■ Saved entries
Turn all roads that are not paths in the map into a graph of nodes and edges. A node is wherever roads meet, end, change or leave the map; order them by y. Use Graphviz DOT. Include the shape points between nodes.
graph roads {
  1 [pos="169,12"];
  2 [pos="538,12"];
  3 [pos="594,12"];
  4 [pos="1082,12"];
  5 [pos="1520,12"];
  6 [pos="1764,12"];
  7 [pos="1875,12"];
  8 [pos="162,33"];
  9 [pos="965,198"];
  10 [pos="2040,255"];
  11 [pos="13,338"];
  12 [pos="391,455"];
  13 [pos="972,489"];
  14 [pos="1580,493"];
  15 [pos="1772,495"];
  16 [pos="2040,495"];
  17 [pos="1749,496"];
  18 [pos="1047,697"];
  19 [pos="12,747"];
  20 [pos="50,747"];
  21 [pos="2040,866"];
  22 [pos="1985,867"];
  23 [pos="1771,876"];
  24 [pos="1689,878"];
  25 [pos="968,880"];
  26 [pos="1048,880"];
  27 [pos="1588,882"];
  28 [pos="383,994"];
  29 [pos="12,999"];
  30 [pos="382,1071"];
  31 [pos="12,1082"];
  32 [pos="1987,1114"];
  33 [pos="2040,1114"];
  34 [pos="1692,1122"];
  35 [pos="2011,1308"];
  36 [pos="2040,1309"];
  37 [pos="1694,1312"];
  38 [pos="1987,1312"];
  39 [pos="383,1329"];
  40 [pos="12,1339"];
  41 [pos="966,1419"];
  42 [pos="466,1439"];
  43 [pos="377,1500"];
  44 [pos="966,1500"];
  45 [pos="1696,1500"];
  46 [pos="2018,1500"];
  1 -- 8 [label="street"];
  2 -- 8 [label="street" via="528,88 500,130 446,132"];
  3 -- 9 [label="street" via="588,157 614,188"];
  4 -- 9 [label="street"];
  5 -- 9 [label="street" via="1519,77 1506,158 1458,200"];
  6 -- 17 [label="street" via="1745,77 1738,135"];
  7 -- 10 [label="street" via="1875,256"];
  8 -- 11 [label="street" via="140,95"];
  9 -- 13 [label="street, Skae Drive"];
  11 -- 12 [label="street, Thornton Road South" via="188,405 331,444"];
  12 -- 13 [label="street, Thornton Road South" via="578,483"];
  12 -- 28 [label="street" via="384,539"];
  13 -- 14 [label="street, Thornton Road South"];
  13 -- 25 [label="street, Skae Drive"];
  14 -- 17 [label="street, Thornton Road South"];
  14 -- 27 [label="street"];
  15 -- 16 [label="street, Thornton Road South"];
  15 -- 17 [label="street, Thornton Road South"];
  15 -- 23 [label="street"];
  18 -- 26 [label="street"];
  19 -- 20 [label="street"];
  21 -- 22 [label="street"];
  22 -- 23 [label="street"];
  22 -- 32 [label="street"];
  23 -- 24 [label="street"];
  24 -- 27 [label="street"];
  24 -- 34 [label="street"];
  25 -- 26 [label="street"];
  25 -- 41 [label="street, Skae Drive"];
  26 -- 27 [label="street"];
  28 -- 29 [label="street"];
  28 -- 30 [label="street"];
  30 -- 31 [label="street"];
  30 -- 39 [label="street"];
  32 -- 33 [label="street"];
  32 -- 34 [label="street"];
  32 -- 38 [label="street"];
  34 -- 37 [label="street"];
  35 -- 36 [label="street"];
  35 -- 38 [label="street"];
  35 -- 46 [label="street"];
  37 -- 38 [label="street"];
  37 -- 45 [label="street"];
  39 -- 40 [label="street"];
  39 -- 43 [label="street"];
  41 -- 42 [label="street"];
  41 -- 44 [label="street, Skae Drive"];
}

■ PROBLEM DETAILS
Copy from the entries above each line in which the string "roads" can be found.

■ RESPONSE AREA
Turn all roads that are not paths in the map into a graph of nodes and edges. A node is wherever roads meet, end, change or leave the map; order them by y. Use Graphviz DOT. Include the shape points between nodes.
graph roads {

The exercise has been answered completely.